▶ [Saved entries]

_ _ _

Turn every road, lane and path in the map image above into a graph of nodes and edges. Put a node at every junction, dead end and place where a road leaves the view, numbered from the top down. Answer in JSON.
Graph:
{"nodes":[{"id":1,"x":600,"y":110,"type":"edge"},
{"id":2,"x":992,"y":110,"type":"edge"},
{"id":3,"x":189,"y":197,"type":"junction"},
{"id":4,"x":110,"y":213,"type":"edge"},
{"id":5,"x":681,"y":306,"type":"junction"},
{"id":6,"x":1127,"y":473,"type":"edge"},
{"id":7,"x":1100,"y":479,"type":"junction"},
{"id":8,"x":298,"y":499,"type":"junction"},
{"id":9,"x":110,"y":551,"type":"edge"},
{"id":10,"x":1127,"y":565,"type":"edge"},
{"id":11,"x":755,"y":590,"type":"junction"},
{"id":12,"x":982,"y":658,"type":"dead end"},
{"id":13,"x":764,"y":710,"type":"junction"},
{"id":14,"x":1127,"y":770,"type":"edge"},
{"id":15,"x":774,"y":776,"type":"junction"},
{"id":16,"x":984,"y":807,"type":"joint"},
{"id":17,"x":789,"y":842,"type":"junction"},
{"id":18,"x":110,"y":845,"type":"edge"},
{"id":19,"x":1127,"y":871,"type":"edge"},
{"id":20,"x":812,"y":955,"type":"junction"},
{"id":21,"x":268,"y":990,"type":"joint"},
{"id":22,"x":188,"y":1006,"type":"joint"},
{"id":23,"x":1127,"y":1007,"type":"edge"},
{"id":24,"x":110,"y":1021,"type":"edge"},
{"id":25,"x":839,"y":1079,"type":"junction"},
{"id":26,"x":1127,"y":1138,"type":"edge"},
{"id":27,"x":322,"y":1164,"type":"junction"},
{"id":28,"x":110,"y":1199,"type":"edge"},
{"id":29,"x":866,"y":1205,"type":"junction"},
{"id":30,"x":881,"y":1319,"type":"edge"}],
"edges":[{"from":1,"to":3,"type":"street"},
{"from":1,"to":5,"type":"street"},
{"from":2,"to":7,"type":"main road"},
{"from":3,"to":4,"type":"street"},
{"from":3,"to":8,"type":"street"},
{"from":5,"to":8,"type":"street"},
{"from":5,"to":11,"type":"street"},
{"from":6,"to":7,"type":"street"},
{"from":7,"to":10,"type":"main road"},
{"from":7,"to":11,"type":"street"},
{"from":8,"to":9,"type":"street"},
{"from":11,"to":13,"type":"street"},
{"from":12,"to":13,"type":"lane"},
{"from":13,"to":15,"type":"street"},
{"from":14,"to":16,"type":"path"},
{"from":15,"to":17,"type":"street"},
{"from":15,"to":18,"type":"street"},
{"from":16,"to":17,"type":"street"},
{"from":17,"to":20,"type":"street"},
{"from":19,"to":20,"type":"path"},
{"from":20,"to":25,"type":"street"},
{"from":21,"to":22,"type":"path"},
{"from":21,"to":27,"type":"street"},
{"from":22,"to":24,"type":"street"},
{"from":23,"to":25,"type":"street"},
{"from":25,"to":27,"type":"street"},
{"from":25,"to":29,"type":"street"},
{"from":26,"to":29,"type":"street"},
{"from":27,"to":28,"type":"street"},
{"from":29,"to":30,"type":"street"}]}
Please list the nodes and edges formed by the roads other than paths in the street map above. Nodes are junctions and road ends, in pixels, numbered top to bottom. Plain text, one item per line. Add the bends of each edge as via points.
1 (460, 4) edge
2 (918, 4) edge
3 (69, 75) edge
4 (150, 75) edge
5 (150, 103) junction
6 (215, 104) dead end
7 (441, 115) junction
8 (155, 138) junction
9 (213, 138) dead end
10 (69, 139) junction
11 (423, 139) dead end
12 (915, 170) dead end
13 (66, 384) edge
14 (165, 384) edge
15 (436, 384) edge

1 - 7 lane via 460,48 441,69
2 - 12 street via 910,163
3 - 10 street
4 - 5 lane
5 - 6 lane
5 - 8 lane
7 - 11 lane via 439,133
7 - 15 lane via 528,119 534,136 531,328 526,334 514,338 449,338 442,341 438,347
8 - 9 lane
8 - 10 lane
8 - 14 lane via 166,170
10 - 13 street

_ _ _

▶ [Requirement]
Each line of the data should be transcribed exactly.

▶ [Your solution]
Turn every road, lane and path in the map image above into a graph of nodes and edges. Put a node at every junction, dead end and place where a road leaves the view, numbered from the top down. Answer in JSON.
Graph:
{"nodes":[{"id":1,"x":600,"y":110,"type":"edge"},
{"id":2,"x":992,"y":110,"type":"edge"},
{"id":3,"x":189,"y":197,"type":"junction"},
{"id":4,"x":110,"y":213,"type":"edge"},
{"id":5,"x":681,"y":306,"type":"junction"},
{"id":6,"x":1127,"y":473,"type":"edge"},
{"id":7,"x":1100,"y":479,"type":"junction"},
{"id":8,"x":298,"y":499,"type":"junction"},
{"id":9,"x":110,"y":551,"type":"edge"},
{"id":10,"x":1127,"y":565,"type":"edge"},
{"id":11,"x":755,"y":590,"type":"junction"},
{"id":12,"x":982,"y":658,"type":"dead end"},
{"id":13,"x":764,"y":710,"type":"junction"},
{"id":14,"x":1127,"y":770,"type":"edge"},
{"id":15,"x":774,"y":776,"type":"junction"},
{"id":16,"x":984,"y":807,"type":"joint"},
{"id":17,"x":789,"y":842,"type":"junction"},
{"id":18,"x":110,"y":845,"type":"edge"},
{"id":19,"x":1127,"y":871,"type":"edge"},
{"id":20,"x":812,"y":955,"type":"junction"},
{"id":21,"x":268,"y":990,"type":"joint"},
{"id":22,"x":188,"y":1006,"type":"joint"},
{"id":23,"x":1127,"y":1007,"type":"edge"},
{"id":24,"x":110,"y":1021,"type":"edge"},
{"id":25,"x":839,"y":1079,"type":"junction"},
{"id":26,"x":1127,"y":1138,"type":"edge"},
{"id":27,"x":322,"y":1164,"type":"junction"},
{"id":28,"x":110,"y":1199,"type":"edge"},
{"id":29,"x":866,"y":1205,"type":"junction"},
{"id":30,"x":881,"y":1319,"type":"edge"}],
"edges":[{"from":1,"to":3,"type":"street"},
{"from":1,"to":5,"type":"street"},
{"from":2,"to":7,"type":"main road"},
{"from":3,"to":4,"type":"street"},
{"from":3,"to":8,"type":"street"},
{"from":5,"to":8,"type":"street"},
{"from":5,"to":11,"type":"street"},
{"from":6,"to":7,"type":"street"},
{"from":7,"to":10,"type":"main road"},
{"from":7,"to":11,"type":"street"},
{"from":8,"to":9,"type":"street"},
{"from":11,"to":13,"type":"street"},
{"from":12,"to":13,"type":"lane"},
{"from":13,"to":15,"type":"street"},
{"from":14,"to":16,"type":"path"},
{"from":15,"to":17,"type":"street"},
{"from":15,"to":18,"type":"street"},
{"from":16,"to":17,"type":"street"},
{"from":17,"to":20,"type":"street"},
{"from":19,"to":20,"type":"path"},
{"from":20,"to":25,"type":"street"},
{"from":21,"to":22,"type":"path"},
{"from":21,"to":27,"type":"street"},
{"from":22,"to":24,"type":"street"},
{"from":23,"to":25,"type":"street"},
{"from":25,"to":27,"type":"street"},
{"from":25,"to":29,"type":"street"},
{"from":26,"to":29,"type":"street"},
{"from":27,"to":28,"type":"street"},
{"from":29,"to":30,"type":"street"}]}
Please list the nodes and edges formed by the roads other than paths in the street map above. Nodes are junctions and road ends, in pixels, numbered top to bottom. Plain text, one item per line. Add the bends of each edge as via points.
1 (460, 4) edge
2 (918, 4) edge
3 (69, 75) edge
4 (150, 75) edge
5 (150, 103) junction
6 (215, 104) dead end
7 (441, 115) junction
8 (155, 138) junction
9 (213, 138) dead end
10 (69, 139) junction
11 (423, 139) dead end
12 (915, 170) dead end
13 (66, 384) edge
14 (165, 384) edge
15 (436, 384) edge

1 - 7 lane via 460,48 441,69
2 - 12 street via 910,163
3 - 10 street
4 - 5 lane
5 - 6 lane
5 - 8 lane
7 - 11 lane via 439,133
7 - 15 lane via 528,119 534,136 531,328 526,334 514,338 449,338 442,341 438,347
8 - 9 lane
8 - 10 lane
8 - 14 lane via 166,170
10 - 13 street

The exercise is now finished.